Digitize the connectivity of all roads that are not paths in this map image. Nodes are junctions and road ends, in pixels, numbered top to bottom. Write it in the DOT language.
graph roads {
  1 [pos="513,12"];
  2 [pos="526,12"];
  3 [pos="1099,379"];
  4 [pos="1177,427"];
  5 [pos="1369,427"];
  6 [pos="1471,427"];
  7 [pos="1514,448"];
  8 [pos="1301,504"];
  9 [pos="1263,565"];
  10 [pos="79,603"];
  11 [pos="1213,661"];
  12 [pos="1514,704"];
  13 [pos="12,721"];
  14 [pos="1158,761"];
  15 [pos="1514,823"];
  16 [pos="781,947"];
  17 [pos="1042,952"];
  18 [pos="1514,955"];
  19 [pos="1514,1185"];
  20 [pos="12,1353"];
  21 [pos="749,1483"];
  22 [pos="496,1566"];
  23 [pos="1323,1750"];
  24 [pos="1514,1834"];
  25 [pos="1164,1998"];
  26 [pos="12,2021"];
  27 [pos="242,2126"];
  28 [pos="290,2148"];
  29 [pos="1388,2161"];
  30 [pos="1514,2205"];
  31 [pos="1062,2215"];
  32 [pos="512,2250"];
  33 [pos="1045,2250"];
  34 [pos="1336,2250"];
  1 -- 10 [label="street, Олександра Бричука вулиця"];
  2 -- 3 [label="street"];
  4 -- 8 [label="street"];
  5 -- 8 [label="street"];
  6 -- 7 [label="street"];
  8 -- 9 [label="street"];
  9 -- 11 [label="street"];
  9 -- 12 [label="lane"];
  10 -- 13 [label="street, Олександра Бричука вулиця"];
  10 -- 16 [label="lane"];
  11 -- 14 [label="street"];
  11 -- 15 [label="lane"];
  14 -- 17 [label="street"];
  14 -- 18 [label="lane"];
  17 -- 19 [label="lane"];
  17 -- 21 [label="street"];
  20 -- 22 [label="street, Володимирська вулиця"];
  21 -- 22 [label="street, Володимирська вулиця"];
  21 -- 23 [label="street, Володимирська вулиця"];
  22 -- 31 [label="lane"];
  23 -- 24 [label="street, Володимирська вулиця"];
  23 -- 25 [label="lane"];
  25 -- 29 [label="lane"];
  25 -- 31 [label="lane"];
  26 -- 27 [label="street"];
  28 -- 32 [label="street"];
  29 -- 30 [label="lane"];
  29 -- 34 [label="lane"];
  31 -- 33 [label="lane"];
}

★ ★ ★ ★ ★

= Exercise requirements =
Copy out each record exactly as given, omitting none.

= Your solution =
Digitize the connectivity of all roads that are not paths in this map image. Nodes are junctions and road ends, in pixels, numbered top to bottom. Write it in the DOT language.
graph roads {
  1 [pos="513,12"];
  2 [pos="526,12"];
  3 [pos="1099,379"];
  4 [pos="1177,427"];
  5 [pos="1369,427"];
  6 [pos="1471,427"];
  7 [pos="1514,448"];
  8 [pos="1301,504"];
  9 [pos="1263,565"];
  10 [pos="79,603"];
  11 [pos="1213,661"];
  12 [pos="1514,704"];
  13 [pos="12,721"];
  14 [pos="1158,761"];
  15 [pos="1514,823"];
  16 [pos="781,947"];
  17 [pos="1042,952"];
  18 [pos="1514,955"];
  19 [pos="1514,1185"];
  20 [pos="12,1353"];
  21 [pos="749,1483"];
  22 [pos="496,1566"];
  23 [pos="1323,1750"];
  24 [pos="1514,1834"];
  25 [pos="1164,1998"];
  26 [pos="12,2021"];
  27 [pos="242,2126"];
  28 [pos="290,2148"];
  29 [pos="1388,2161"];
  30 [pos="1514,2205"];
  31 [pos="1062,2215"];
  32 [pos="512,2250"];
  33 [pos="1045,2250"];
  34 [pos="1336,2250"];
  1 -- 10 [label="street, Олександра Бричука вулиця"];
  2 -- 3 [label="street"];
  4 -- 8 [label="street"];
  5 -- 8 [label="street"];
  6 -- 7 [label="street"];
  8 -- 9 [label="street"];
  9 -- 11 [label="street"];
  9 -- 12 [label="lane"];
  10 -- 13 [label="street, Олександра Бричука вулиця"];
  10 -- 16 [label="lane"];
  11 -- 14 [label="street"];
  11 -- 15 [label="lane"];
  14 -- 17 [label="street"];
  14 -- 18 [label="lane"];
  17 -- 19 [label="lane"];
  17 -- 21 [label="street"];
  20 -- 22 [label="street, Володимирська вулиця"];
  21 -- 22 [label="street, Володимирська вулиця"];
  21 -- 23 [label="street, Володимирська вулиця"];
  22 -- 31 [label="lane"];
  23 -- 24 [label="street, Володимирська вулиця"];
  23 -- 25 [label="lane"];
  25 -- 29 [label="lane"];
  25 -- 31 [label="lane"];
  26 -- 27 [label="street"];
  28 -- 32 [label="street"];
  29 -- 30 [label="lane"];
  29 -- 34 [label="lane"];
  31 -- 33 [label="lane"];
}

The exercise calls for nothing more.